If you are using Rider, I would recommend making a separate run configuration (see below) with --cvar game.lobbyenabled=true.

To quickly check the lobby with a lighter setup, golobby will end the round, enable lobby, and dump you in the pregame lobby. You can skip the timer for the next round with forcepreset sandbox (or whatever gamemode you wish.)

Advanced console usage

  • sudo allows you to execute commands as the server console from your client. Most admin commands (like ban) are automatically sent to server if you have permission to use them, but certain server management commands like cvar can only be executed from the server console normally. That's where you use sudo. Of course, this requires +HOST.
  • exec <file> allows you to execute script files in the user data directory (%appdata%/space station 14/data for client or similar depending on OS, data folder next to executable for server). You could make a lobby script that automatically restarts the round into lobby and then run it like exec lobby:
sudo cvar game.lobbyenabled 1
restartroundnow

Misc. Useful Console Commands

These are a few useful console commands and what they do. This is by no means an extensive list. To see all console commands use list.

  • guidump - dumps a complete dump of the GUI tree to a text file in %APPDATA%/Space Station 14/guidump.txt (Windows), ~/Library/Application Support/Space Station 14/guidump.txt (macOS), or ~/.local/share/Space Station 14/guidump.txt (Linux, yes it uses XDG base dir env variables).
  • showrays - toggles debug drawing of physics rays. It takes a parameter for the lifetime of the rays.
  • showbb - Visualizes bounding boxes and grids. Grids are shown as blue volumes, with their bounds being red lines. Bounding boxes are shown as red lines.
  • physics shapes - Shows you the exact collision hulls of objects.

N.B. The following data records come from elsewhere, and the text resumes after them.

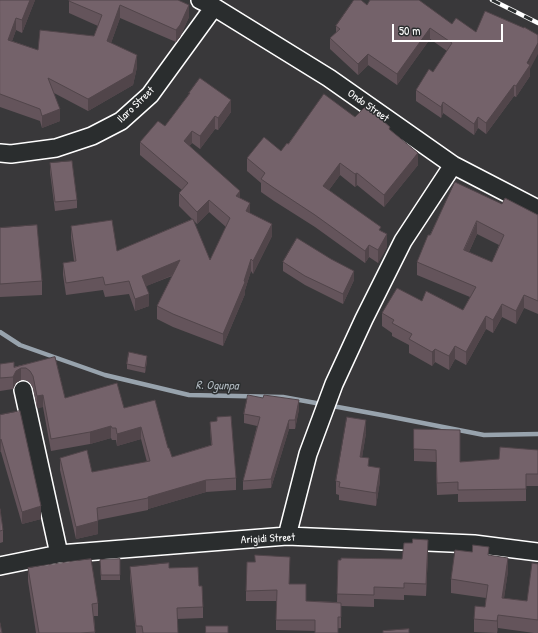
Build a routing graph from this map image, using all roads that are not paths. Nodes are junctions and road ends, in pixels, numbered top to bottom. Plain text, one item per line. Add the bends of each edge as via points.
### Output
1 (207, 3) edge
2 (0, 153) edge
3 (453, 165) junction
4 (538, 209) edge
5 (23, 390) dead end
6 (287, 536) junction
7 (538, 552) edge
8 (59, 554) junction
9 (0, 566) edge

1 - 2 street, Ilaro Street via 150,95 121,122 92,136 56,148
1 - 3 street, Ondo Street via 329,78
3 - 4 street, Ondo Street
3 - 6 street via 403,241 334,384 308,454
5 - 8 street
6 - 7 street, Arigidi Street via 474,544
6 - 8 street, Arigidi Street
8 - 9 street, Arigidi Street

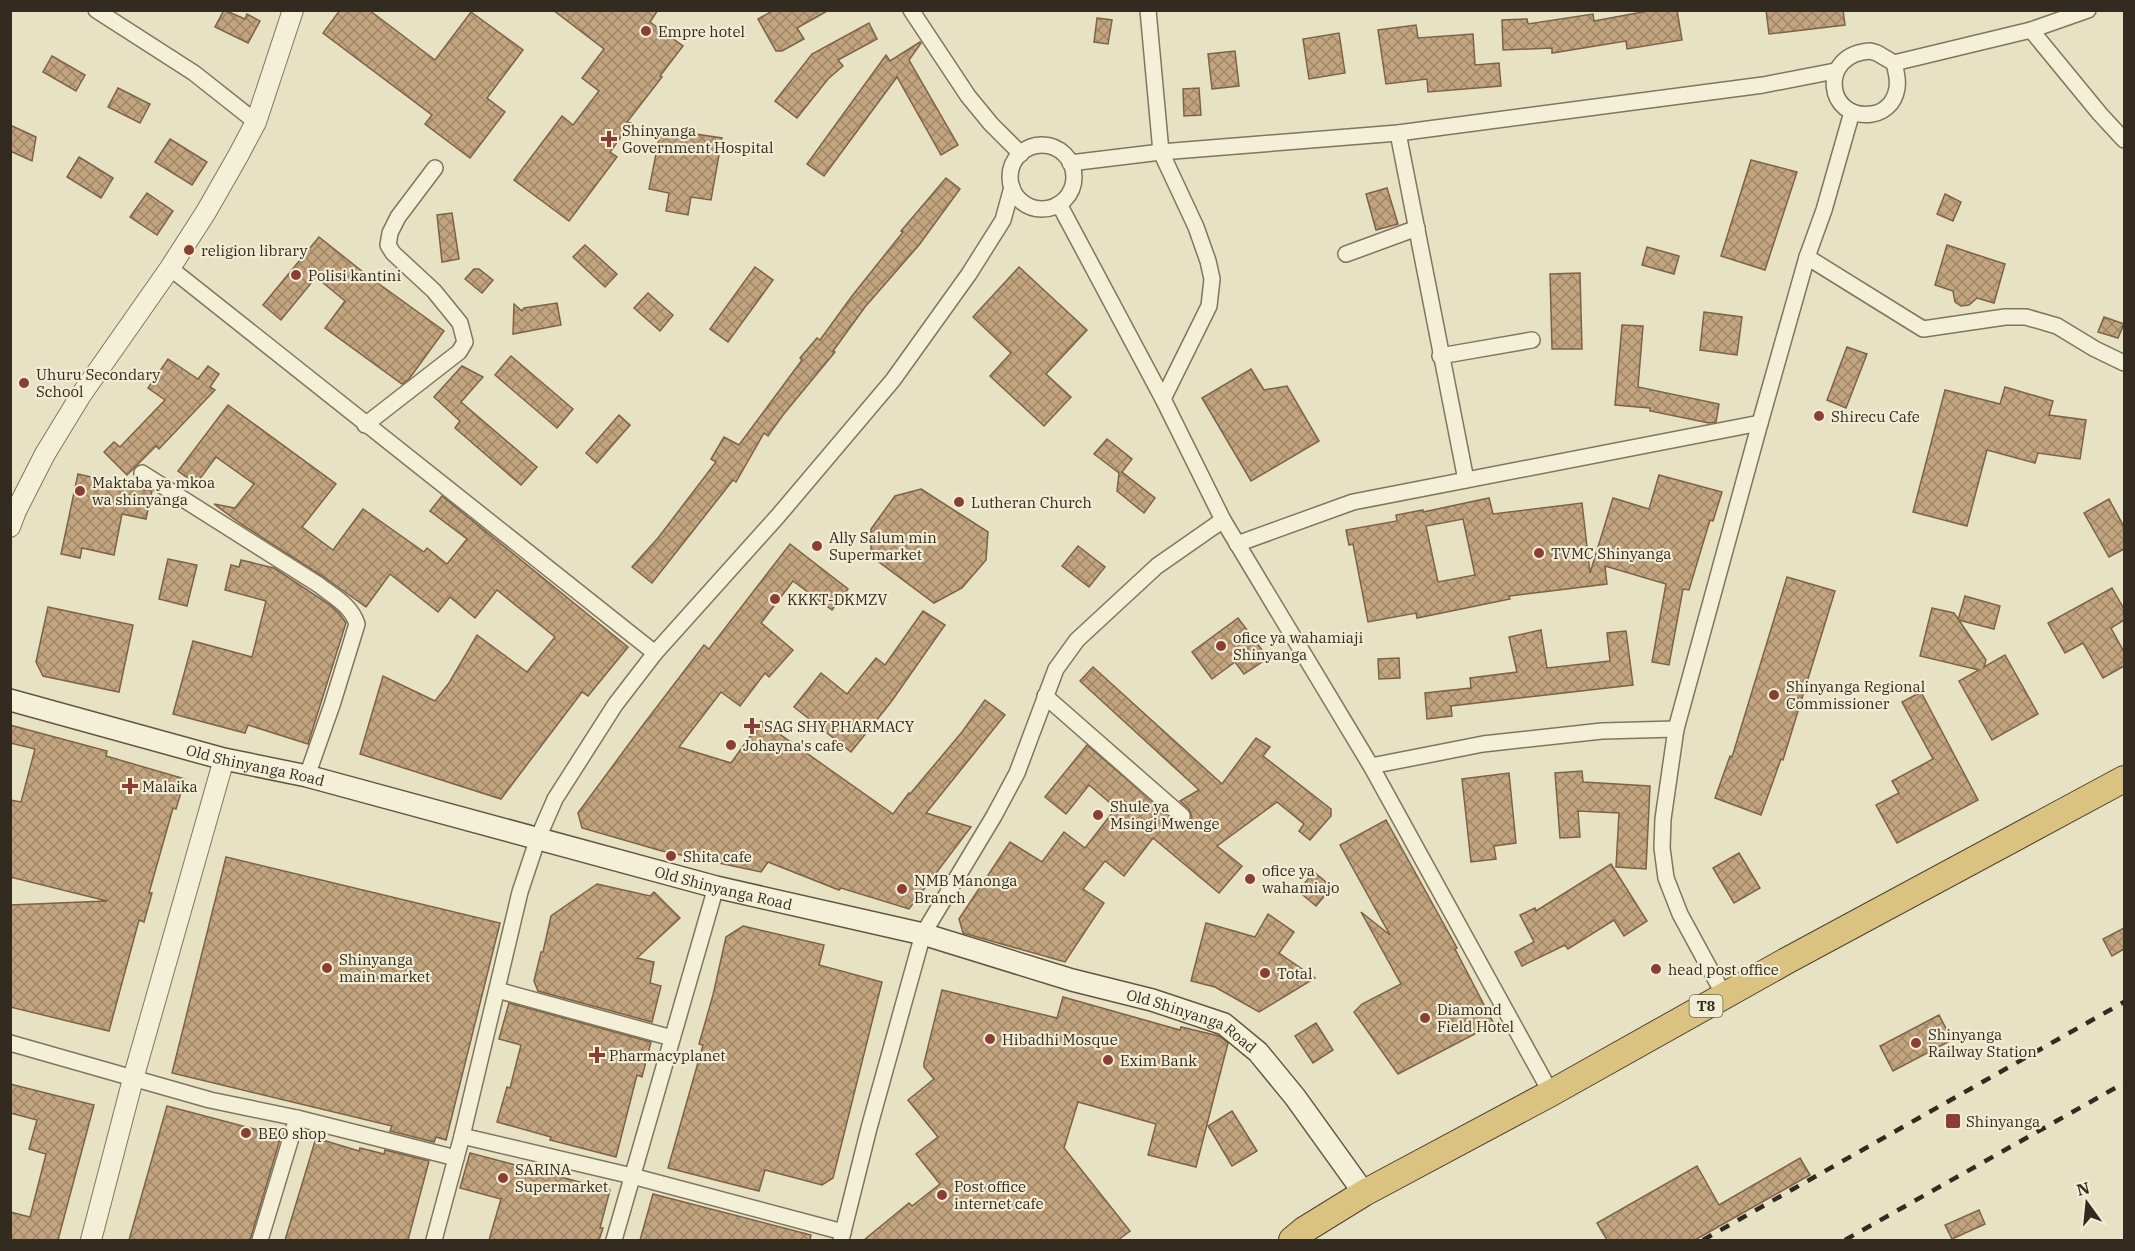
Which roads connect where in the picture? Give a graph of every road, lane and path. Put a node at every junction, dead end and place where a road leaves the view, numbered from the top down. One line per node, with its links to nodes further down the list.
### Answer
1 (96, 10): 10 (street)
2 (293, 10): 10 (street)
3 (911, 10): 14 (street)
4 (1148, 10): 13 (street)
5 (2079, 12): 6 (street)
6 (2031, 30): 7 (street); 12 (street)
7 (1894, 63): 8 (street); 9 (street)
8 (1835, 71): 9 (street); 11 (street)
9 (1852, 112): 21 (street)
10 (256, 122): 22 (street)
11 (1398, 134): 13 (street); 19 (street)
12 (2124, 140)
13 (1161, 152): 15 (street); 26 (street)
14 (1021, 154): 15 (street); 17 (street)
15 (1070, 163): 18 (street)
16 (435, 168): 28 (street)
17 (1012, 188): 18 (street); 34 (street)
18 (1059, 204): 26 (street)
19 (1417, 228): 20 (street); 24 (street)
20 (1346, 254)
21 (1808, 257): 25 (street); 27 (street)
22 (170, 268): 28 (street); 32 (street)
23 (1532, 340): 24 (street)
24 (1440, 356): 30 (street)
25 (2124, 363)
26 (1163, 399): 31 (street)
27 (1760, 423): 30 (street); 37 (street)
28 (365, 424): 34 (street)
29 (142, 473): 40 (street)
30 (1466, 480): 33 (street)
31 (1223, 520): 33 (street); 35 (street)
32 (10, 527)
33 (1236, 544): 39 (street)
34 (655, 653): 43 (street)
35 (1045, 696): 42 (street); 45 (street)
36 (10, 700): 38 (main road, Old Shinyanga Road)
37 (1676, 729): 39 (street); 47 (street)
38 (224, 759): 40 (main road, Old Shinyanga Road); 50 (street)
39 (1371, 766): 51 (street)
40 (307, 776): 43 (main road, Old Shinyanga Road)
41 (2124, 779): 47 (highway, T8)
42 (1182, 816)
43 (538, 838): 44 (main road, Old Shinyanga Road); 46 (street)
44 (716, 887): 45 (main road, Old Shinyanga Road); 48 (street)
45 (923, 934): 56 (main road, Old Shinyanga Road); 57 (street)
46 (497, 990): 48 (street); 53 (street)
47 (1724, 995): 51 (highway, T8)
48 (672, 1038): 55 (street)
49 (10, 1043): 50 (street)
50 (133, 1079): 52 (street); 58 (street)
51 (1551, 1093): 56 (highway, T8)
52 (297, 1119): 54 (street); 59 (street)
53 (462, 1136): 54 (street); 55 (street)
54 (456, 1158): 60 (street)
55 (632, 1176): 57 (street); 61 (street)
56 (1364, 1193): 62 (highway, T8)
57 (842, 1236)
58 (92, 1240)
59 (260, 1240)
60 (434, 1240)
61 (614, 1240)
62 (1292, 1240)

Very useful if you are trying to configure a structure with a novel shape.
  • dumpentities - dumps entity list of UIDs and prototypes.
  • debugai - used for the tooltips above mob heads (currently covers thinking as well as pathfinder for that specific mob).
  • pathfinder covers off overall pathfinding, which is currently the graph, routes, nodes (especially useful for JPS).
  • togglelight - toggles light rendering. Useful for mapping.
  • net_graph - Turn on with net_graph 1, off with net_graph 0. Shows graph of network usage.
  • tp - Teleports a player to any location. Usage: tp <x> <y> [<MapId>].
  • aghost - Toggles admin ghost mode for quickly exploring map.\
  • restartroundnow - Unless you are working on the post game screen, usually what you want to end the round with. Restarts the round without the minute wait.
  • restartround - Restarts the round as it normally ends, sending players back to the pre-round lobby.
  • restart - Completely restarts the server.
  • launchauth - Loads authentication tokens from your launcher settings when ran from the client. You can run this before connecting to a server to easily enable and test authentication from dev builds.
  • deadmin - If you are working on anything that behaves differently for admins and non-admins, such as chat, you want to make sure that you manually de-admin to ensure it works for normal players too.

Use run configurations

If you are using Rider, make the most out of run configurations to quickly switch between scenarios you are testing. This is more necessary if you need to alternate between testing various scenarios such as different database backends, but get creative. For example these are the run configurations I have at the time of writing:

many-run-configurations.png

You can use --cvar or +command to modify server configuration and automatically execute commands to set up your test environments easily. Look around the rest of this page for some ideas if you want.

Debug performance

By default, Rider will disable optimizations on all assemblies when running via debugger. This means that even BCL code (System) will run much slower than it otherwise would. This can make running things in the debugger quite painful.

You can disable this by unticking this checkbox in Settings -> Build, Execution & Deployment -> Debugger: rider_debugger_opts.png

External Tools

  • renderdoc - Perfect for debugging the rendering engine and shaders.